Palavra do Bispo
Comunhão Missionária

Conclui a reflexão que fiz no domingo passado sobre a passagem evangélica de Marcos 6, 7-13, dizendo que, tendo presente a alegria dos discípulos que voltaram entusiasmados da missão, podia-se dizer, sim, que a comunhão com Jesus levava à alegria de ser missionário.

Hoje, refletindo ainda na sequência de Marcos 6, 30-34, desejo salientar que a nossa adesão e intimidade com Jesus devem levar-nos também a uma comunhão missionária. Segundo ouvimos, os apóstolos, voltando da missão, contaram a Jesus tudo o haviam feito e ensinado. Então, Jesus os convidou para, sozinhos, se retirarem com Ele a um lugar deserto a fim de descansar um pouco, rezar e avaliar a experiência com mais calma.
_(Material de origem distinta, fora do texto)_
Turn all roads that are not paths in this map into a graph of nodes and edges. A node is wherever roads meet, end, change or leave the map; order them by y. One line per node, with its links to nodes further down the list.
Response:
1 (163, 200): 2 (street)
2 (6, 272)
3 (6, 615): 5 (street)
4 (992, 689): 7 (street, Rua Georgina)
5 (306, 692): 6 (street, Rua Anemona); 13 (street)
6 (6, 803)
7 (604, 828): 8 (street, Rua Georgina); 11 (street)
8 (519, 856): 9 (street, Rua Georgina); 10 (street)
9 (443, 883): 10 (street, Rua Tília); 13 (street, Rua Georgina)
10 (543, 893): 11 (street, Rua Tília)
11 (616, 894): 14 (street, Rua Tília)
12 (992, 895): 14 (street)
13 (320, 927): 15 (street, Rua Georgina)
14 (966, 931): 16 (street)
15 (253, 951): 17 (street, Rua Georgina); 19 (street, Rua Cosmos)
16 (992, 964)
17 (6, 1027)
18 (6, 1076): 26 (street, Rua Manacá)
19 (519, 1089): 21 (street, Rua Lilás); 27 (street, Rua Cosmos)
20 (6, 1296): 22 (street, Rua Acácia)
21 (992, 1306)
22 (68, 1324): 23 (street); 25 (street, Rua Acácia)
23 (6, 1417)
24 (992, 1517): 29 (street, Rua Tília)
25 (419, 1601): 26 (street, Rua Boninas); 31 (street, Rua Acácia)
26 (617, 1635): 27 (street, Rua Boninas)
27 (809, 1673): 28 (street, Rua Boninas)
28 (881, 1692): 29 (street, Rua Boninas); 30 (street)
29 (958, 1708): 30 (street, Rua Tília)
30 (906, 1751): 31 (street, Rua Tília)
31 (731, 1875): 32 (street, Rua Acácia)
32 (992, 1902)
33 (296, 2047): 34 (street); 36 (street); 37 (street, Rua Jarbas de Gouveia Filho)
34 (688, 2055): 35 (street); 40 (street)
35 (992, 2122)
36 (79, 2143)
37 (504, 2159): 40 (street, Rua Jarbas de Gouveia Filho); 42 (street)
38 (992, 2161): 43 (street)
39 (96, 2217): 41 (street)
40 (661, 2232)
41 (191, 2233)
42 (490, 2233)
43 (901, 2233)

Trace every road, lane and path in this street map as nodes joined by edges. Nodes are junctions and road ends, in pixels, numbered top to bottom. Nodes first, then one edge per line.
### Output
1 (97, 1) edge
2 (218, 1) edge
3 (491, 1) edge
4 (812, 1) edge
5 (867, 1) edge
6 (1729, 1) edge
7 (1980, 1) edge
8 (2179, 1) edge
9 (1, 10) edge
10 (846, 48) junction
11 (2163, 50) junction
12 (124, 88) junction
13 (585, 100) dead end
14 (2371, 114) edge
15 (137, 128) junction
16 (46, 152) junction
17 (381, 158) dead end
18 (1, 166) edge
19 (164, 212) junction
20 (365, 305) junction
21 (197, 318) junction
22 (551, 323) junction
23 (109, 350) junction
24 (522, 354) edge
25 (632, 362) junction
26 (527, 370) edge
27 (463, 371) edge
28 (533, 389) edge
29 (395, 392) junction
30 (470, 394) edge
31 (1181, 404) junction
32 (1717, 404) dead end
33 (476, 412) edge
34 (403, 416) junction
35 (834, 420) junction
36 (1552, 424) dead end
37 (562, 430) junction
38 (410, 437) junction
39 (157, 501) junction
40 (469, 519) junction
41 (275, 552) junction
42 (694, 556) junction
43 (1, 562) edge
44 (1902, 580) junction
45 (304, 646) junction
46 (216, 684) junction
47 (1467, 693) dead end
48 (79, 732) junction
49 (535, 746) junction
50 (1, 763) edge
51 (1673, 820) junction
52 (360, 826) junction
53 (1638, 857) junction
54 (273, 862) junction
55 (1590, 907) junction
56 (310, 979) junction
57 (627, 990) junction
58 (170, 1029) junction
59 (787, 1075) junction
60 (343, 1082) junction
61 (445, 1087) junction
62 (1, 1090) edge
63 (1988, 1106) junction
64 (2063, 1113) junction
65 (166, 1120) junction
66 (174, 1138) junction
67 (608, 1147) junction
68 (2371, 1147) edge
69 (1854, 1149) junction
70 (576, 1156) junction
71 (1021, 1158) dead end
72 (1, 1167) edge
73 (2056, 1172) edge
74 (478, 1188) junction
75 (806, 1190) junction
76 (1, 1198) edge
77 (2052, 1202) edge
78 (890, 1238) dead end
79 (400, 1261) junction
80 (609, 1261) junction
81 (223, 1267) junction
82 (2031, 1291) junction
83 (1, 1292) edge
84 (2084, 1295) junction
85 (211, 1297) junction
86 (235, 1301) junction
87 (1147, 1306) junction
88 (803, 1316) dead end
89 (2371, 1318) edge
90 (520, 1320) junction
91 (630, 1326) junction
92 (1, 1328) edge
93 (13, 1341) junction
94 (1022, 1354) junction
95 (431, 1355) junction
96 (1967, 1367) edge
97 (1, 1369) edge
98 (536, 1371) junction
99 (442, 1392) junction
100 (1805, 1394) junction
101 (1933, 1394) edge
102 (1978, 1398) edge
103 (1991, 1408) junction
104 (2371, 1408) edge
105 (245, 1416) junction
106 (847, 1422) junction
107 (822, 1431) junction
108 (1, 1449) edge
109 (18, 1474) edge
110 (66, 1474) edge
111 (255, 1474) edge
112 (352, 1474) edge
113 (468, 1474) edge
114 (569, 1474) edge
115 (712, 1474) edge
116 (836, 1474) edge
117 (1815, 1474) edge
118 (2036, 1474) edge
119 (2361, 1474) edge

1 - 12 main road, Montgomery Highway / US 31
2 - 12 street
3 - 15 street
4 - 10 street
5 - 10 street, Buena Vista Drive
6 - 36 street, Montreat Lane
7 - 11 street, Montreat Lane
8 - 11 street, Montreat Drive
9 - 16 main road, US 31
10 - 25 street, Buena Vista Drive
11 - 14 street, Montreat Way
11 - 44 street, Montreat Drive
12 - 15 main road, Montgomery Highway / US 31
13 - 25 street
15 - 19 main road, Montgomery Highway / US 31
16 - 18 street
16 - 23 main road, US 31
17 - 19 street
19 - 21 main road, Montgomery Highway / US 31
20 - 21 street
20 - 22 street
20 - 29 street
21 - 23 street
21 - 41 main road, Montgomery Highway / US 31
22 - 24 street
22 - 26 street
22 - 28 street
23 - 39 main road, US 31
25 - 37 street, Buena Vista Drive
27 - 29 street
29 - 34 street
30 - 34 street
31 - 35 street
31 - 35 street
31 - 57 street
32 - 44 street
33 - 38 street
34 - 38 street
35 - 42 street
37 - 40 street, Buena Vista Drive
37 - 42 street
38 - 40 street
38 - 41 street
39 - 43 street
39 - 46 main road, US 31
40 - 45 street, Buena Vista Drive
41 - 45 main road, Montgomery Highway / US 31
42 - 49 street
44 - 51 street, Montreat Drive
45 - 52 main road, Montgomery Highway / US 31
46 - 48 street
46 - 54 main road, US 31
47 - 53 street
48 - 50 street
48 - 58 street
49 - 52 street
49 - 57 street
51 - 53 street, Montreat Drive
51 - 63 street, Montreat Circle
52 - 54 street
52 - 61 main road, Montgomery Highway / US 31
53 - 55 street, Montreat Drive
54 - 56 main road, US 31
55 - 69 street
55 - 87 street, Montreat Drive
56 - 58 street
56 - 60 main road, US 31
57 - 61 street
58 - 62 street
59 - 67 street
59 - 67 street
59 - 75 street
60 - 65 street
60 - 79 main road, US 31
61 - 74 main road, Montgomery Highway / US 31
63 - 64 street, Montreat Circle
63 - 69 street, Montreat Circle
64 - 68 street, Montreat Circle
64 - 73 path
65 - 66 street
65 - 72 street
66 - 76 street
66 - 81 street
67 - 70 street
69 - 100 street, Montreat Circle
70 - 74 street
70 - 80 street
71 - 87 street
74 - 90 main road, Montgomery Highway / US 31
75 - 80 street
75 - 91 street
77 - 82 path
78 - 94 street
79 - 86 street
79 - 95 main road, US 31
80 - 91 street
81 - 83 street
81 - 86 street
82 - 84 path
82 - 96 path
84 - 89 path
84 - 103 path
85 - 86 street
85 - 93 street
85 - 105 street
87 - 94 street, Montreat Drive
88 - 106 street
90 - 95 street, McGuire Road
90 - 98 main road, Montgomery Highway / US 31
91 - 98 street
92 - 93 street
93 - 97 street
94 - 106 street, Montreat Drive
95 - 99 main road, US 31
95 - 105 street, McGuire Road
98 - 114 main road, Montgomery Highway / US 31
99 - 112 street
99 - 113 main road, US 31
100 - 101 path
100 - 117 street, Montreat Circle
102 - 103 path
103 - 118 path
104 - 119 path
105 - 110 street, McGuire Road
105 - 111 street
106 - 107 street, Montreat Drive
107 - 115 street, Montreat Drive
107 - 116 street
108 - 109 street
Isso porque, se ali permanecessem, o povo não lhes dava sossego nem para comer em paz. Acontece, porém, que Jesus e os apóstolos ao chegarem de barco ao outro lado do lago deram com uma numerosa multidão que lá se encontrava, esperando-os. Jesus viu e teve compaixão desse povo, porque eram como ovelhas sem pastor. Pôs-se, pois, a ensinar-lhes muitas coisas sobre o Reino de Deus.

Convido-o, prezado leitor e leitora, a ter presente também o que o Papa Francisco nos diz na “A Alegria do Evangelho”, nº 23: “A intimidade da Igreja com Jesus é uma intimidade itinerante, e a comunhão ‘reveste essencialmente a forma de comunhão missionária’ (João Paulo II). Fiel ao modelo do mestre, é vital que hoje a Igreja saia para anunciar o Evangelho a todos, em todos os lugares, em todas as ocasiões, sem demora, sem repugnâncias e sem medo. A alegria do Evangelho é para todo o povo, não se pode excluir ninguém; assim foi anunciada pelo anjo aos pastores de Belém: ‘Não temais, pois anuncio-vos uma grande alegria, que o será para todo o povo’ (Lc 2,10). O Apocalipse fala de ‘uma Boa-Nova de valor eterno para anunciar aos habitantes da terra: a todas as nações, tribos, línguas e povos’ (Ap 14,6)”.

A Boa-Nova de valor eterno é Jesus Cristo. Uma Igreja renovada e missionária só pode pôr-se “em saída”, a partir do renovado encontro com Jesus Cristo. Os Bispos latino-americanos reunidos recentemente em Aparecida assim se expressaram: “Conhecer a Jesus Cristo pela fé é nossa alegria; segui-Lo é uma graça, e transmitir este tesouro aos demais é uma tarefa que o Senhor nos confiou ao nos chamar e nos escolher” (D.Ap. 18).

 Com efeito, a intimidade com Jesus vem do encontro com Ele, que deve ser sempre renovado, não só para um gozo místico pessoal de quem recebeu em si a alegria de nEle crer, mas também para o animar a viver uma comunhão missionária no seio da Igreja, mas que o impulsione, bem como toda a Igreja, a sair para anunciar o Evangelho a todos, sem demora e sem medo. Uma Igreja “em saída” é aquela que, em primeiro lugar, vive na intimidade e comunhão com Jesus. Somente um discípulo apaixonado por Jesus sente a alegria de evangelizar, pois quer anunciar o tesouro que descobriu, no dizer de São Francisco de Assis “o amor que não é amado”, Jesus Cristo.

Por isso, Jesus convidou os apóstolos a se afastarem sozinhos com Ele para um lugar deserto, porque Ele desejava despertá-los quanto à necessidade de entremear na ação missionária momentos de recolhimento para descanso e diálogo em espírito e em verdade e para oração amorosa com Deus, com o objetivo último de estreitar os laços da convivência fraterna entre si e da intimidade e comunhão com Ele mesmo. Na escola de Jesus, os apóstolos foram se preparando para assumir no momento oportuno o mandato missionário de “sair em missão”, não isoladamente, mas como comunidade de missão itinerante, que vive sob a forma de “comunhão missionária”, sempre fiel “ao ensinamento dos Apóstolos, à comunhão fraterna, à Eucaristia e às orações” (At 2,42).

Em face do novo milênio, o Magistério da Igreja vem nos chamando e enviando à missão, “rumo a uma evangelização, que seja nova no entusiasmo, nos métodos e na expressão e responda aos desafios dos novos tempos” (Projeto ser Igreja no novo milênio). Continuamente, a partir de Jesus Cristo, em alegria e comunhão missionária.